2013 has been a very big year for movies. We’re on our way to a record breaking summer. But, it’s been pretty slight year for the ladies. We’ve had Mama. We’ve had Safe Haven. We…haven’t had much for women. Not that girls can’t go see the summer blockbusters that are mainly geared towards men, they can and they should except if it’s Man of Steel because no one should see that, but sometimes girls just want to have fun – with other girls (unintentional sexual innuendo that is sticking). And The Heat is very much that.

Directed by Feig and written by Katie Dippold (Parks & Recreation, MadTV), you kind of know what your getting yourself into with The Heat. It’s super, super silly and ridiculous and just a fun time. The script is solid, if repetitive. There are moments where there seems to be a lot of riffing and improv happening, especially from McCarthy. Feig is improving as a director as this is a tighter movie than Bridesmaids (though that film is superior), but he still has issues with pacing and length because this could have easily been 20 minutes shorter.

The strength of the film is, of course, the chemistry between McCarthy and Bullock. It’s as conventional as a buddy-cop movie like this gets, and you know exactly how it will end, but that doesn’t mean that watching these two characters grow isn’t a blast because it is. Bullock plays it a little too straight at first and McCarthy plays it a little too grand, but they come together quite nicely by the end of the movie and there’s even a few touching scenes between the two characters (touching both emotionally and physically). I wish there was a bit more character development that happens with their characters, though. That is the real strength of Bridesmaids; the fact that each character is wonderfully developed by the end of the movie. But that’s enough comparing the two. There are some genuinely hilarious moments in this film and some great one-liners (“Get your finger out of my areola!
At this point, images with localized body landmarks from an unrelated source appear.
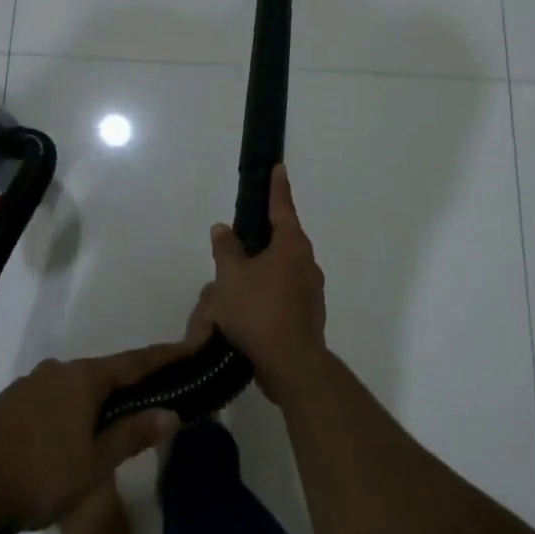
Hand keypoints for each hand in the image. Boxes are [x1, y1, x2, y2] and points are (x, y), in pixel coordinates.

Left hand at [0, 344, 183, 529]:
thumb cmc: (39, 474)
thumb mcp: (94, 463)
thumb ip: (132, 435)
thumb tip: (172, 413)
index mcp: (84, 378)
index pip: (134, 362)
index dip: (163, 358)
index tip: (188, 349)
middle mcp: (58, 370)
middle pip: (104, 373)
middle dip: (128, 385)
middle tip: (153, 398)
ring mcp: (30, 384)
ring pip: (75, 387)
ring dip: (96, 401)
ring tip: (112, 424)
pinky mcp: (9, 403)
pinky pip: (51, 400)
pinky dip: (69, 411)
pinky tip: (68, 437)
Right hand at [193, 165, 329, 404]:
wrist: (291, 365)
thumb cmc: (258, 311)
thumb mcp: (231, 277)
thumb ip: (226, 249)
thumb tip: (223, 228)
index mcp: (291, 246)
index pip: (282, 208)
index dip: (277, 188)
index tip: (278, 168)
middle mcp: (306, 263)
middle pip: (282, 240)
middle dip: (262, 237)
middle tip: (241, 235)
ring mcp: (311, 291)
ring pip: (282, 270)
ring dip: (262, 269)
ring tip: (237, 280)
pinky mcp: (307, 316)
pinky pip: (284, 293)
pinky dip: (267, 293)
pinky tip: (248, 309)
Tattletits!”) that will allow this to be more memorable than it could have been with a weaker script and leads. The supporting cast is fine but overshadowed by Bullock and McCarthy, who, realllllly just own the entire thing. With that said, I support Taran Killam the movie star.
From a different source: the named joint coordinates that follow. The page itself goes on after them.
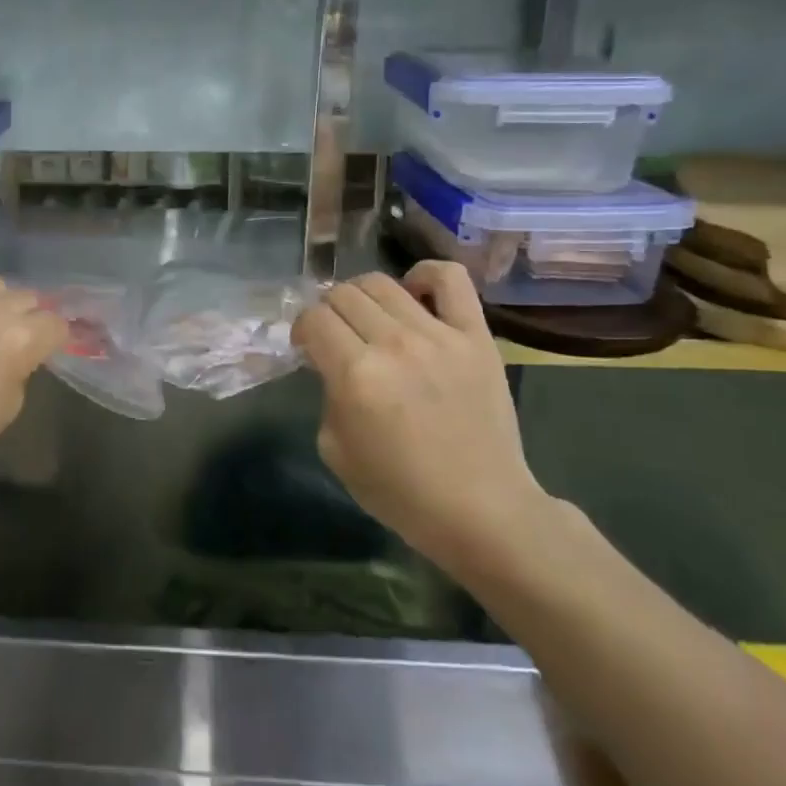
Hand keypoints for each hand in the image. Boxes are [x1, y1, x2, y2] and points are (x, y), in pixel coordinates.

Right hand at [293, 263, 549, 575]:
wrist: (482, 510)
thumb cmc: (401, 491)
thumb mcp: (335, 450)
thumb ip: (327, 395)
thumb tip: (333, 364)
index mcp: (356, 375)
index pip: (314, 319)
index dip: (303, 329)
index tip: (308, 347)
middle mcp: (394, 345)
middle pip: (342, 294)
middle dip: (328, 312)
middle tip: (337, 336)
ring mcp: (439, 336)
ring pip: (382, 283)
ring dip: (362, 296)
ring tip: (370, 319)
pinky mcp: (476, 337)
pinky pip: (449, 280)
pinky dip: (424, 274)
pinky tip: (413, 291)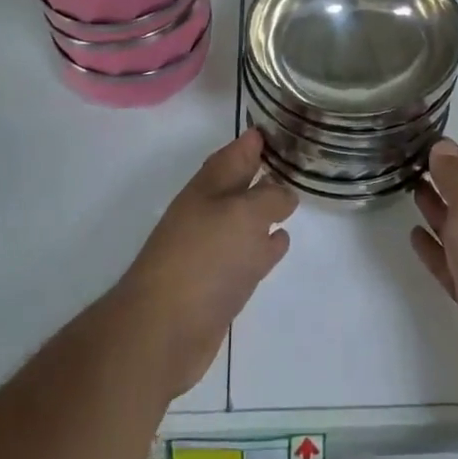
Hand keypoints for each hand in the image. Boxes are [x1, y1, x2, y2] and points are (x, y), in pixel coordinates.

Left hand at [115, 131, 296, 401]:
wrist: (163, 330)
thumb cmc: (204, 259)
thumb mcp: (244, 214)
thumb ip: (270, 197)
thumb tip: (285, 193)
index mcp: (209, 187)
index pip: (236, 152)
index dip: (255, 140)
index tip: (279, 128)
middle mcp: (208, 212)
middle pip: (239, 184)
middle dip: (262, 172)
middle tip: (294, 160)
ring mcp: (211, 249)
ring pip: (244, 219)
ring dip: (265, 209)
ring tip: (293, 198)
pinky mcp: (219, 284)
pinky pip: (248, 254)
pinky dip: (265, 245)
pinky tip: (281, 242)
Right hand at [411, 141, 457, 400]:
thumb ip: (455, 176)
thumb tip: (443, 147)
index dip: (446, 153)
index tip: (416, 141)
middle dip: (440, 179)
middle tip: (406, 164)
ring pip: (456, 227)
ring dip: (435, 209)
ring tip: (410, 190)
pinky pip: (448, 262)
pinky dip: (432, 248)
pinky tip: (414, 236)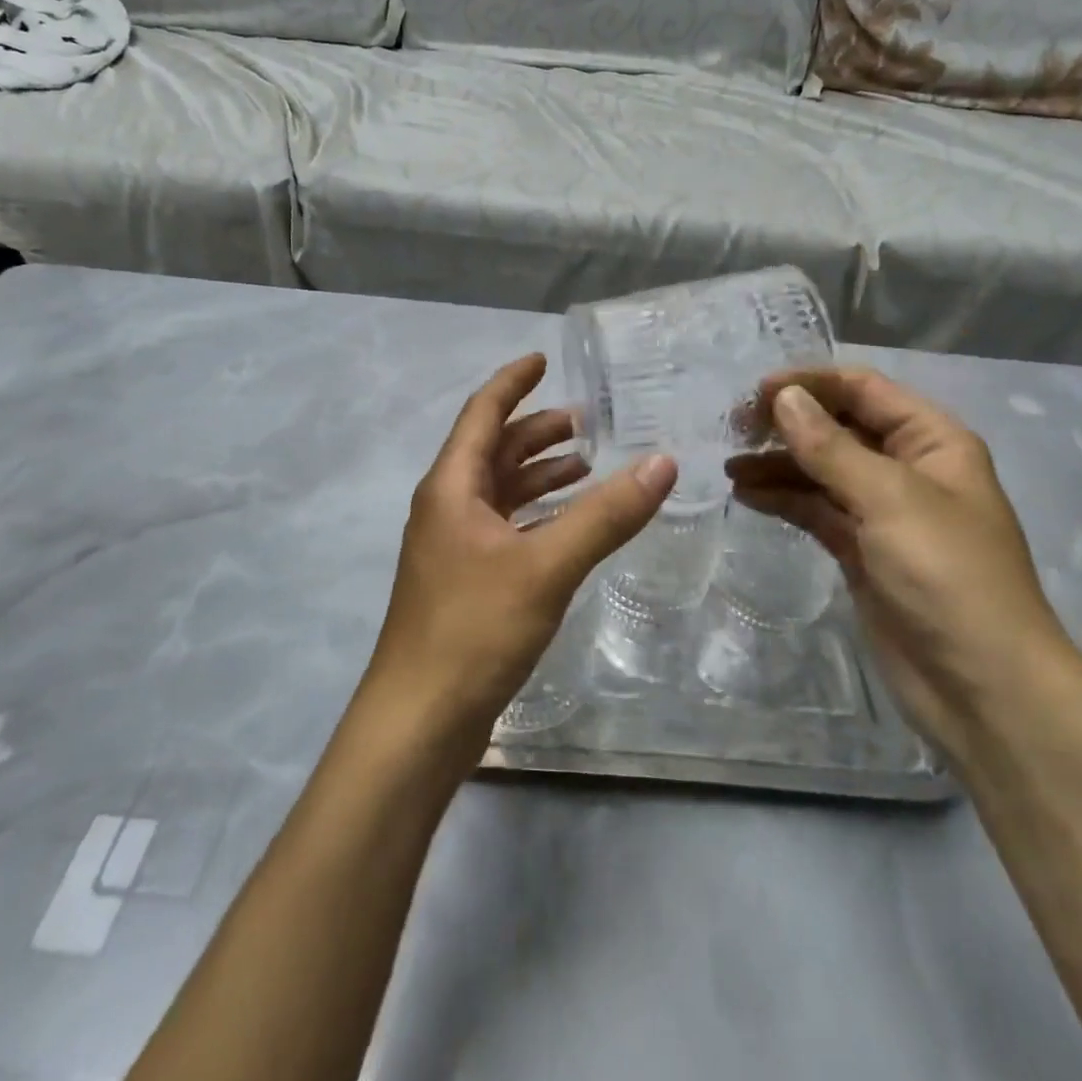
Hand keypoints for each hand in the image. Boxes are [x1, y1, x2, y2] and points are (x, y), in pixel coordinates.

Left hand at [360, 353, 675, 762]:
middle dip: (535, 430)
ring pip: (500, 492)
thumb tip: (664, 463)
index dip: (512, 382)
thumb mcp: (546, 566)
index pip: (482, 414)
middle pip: (493, 451)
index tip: (543, 359)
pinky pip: (506, 528)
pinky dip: (537, 514)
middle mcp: (448, 508)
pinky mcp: (466, 582)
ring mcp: (454, 548)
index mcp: (452, 487)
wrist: (418, 721)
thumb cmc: (473, 629)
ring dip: (538, 473)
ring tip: (586, 465)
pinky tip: (569, 525)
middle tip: (585, 421)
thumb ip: (605, 515)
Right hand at [727, 368, 1080, 751]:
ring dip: (778, 464)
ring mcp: (883, 512)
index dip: (810, 384)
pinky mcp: (861, 551)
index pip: (863, 390)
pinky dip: (784, 500)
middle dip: (789, 424)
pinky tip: (748, 496)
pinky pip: (816, 510)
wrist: (981, 686)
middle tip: (734, 429)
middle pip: (839, 427)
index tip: (755, 394)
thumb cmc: (947, 575)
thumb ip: (830, 446)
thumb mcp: (889, 499)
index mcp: (931, 441)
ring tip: (729, 467)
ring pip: (822, 471)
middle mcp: (907, 468)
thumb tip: (784, 397)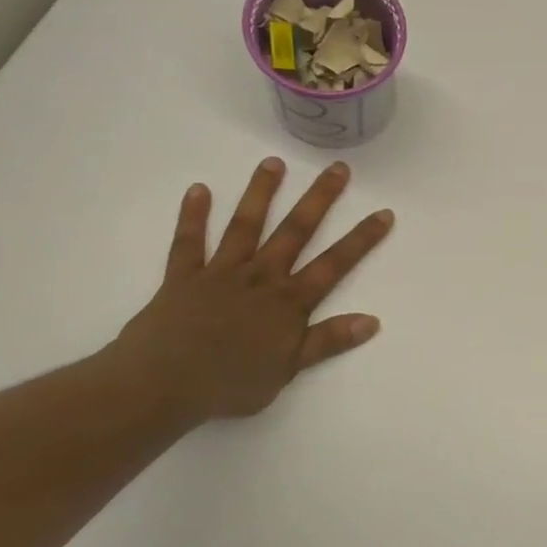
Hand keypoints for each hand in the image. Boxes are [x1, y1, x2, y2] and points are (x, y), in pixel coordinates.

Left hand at [111, 158, 393, 422]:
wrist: (162, 384)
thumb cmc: (230, 383)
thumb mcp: (288, 369)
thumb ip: (328, 341)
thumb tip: (372, 321)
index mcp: (288, 301)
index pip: (335, 264)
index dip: (361, 239)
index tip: (384, 213)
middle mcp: (260, 276)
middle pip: (295, 231)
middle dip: (319, 199)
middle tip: (337, 169)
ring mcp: (220, 272)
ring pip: (245, 225)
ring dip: (260, 193)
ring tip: (274, 162)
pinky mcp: (183, 276)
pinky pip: (188, 241)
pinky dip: (193, 215)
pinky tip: (199, 190)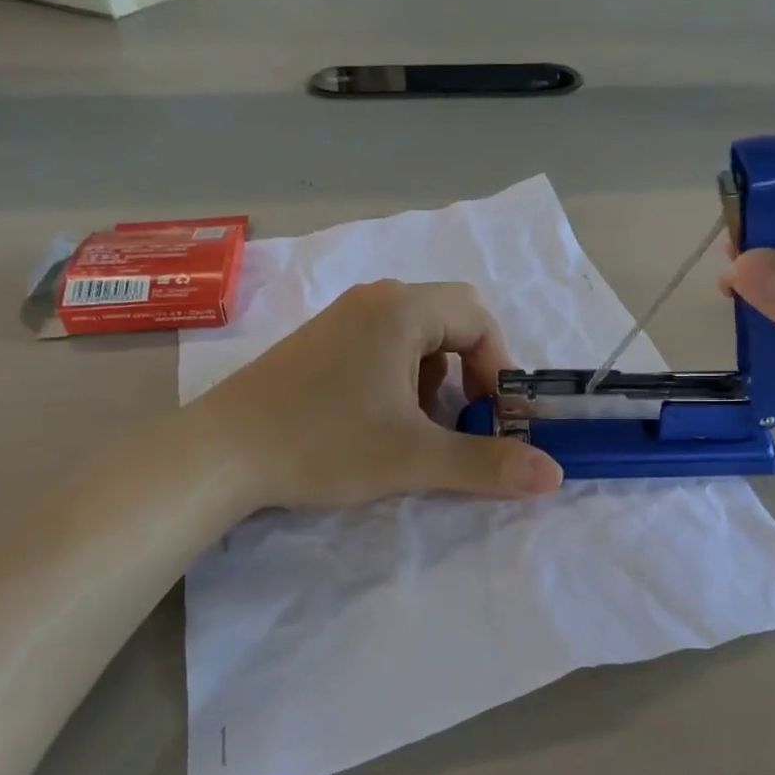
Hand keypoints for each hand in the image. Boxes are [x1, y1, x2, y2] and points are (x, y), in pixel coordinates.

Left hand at [192, 280, 564, 512]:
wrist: (218, 454)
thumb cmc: (323, 443)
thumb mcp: (414, 458)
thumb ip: (488, 464)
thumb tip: (555, 474)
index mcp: (402, 309)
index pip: (479, 318)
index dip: (499, 367)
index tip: (493, 416)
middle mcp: (375, 299)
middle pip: (450, 320)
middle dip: (468, 372)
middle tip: (461, 419)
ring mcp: (342, 316)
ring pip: (416, 334)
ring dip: (434, 377)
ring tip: (416, 426)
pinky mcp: (319, 340)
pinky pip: (382, 343)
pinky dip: (400, 376)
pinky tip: (377, 418)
But here’s why the film is extra important. Bridesmaids reminded us that the girls could be just as funny and raunchy as the boys. The Heat reminds us that the girls can do action-comedy just as well at the guys. The movie is hilarious, yes, but as a very, very, very light action movie – it also works. And that is more important than you can imagine because if there’s going to be a Fast 7, I want there to be a a The Heat 2 – 7 as well. Please and thank you.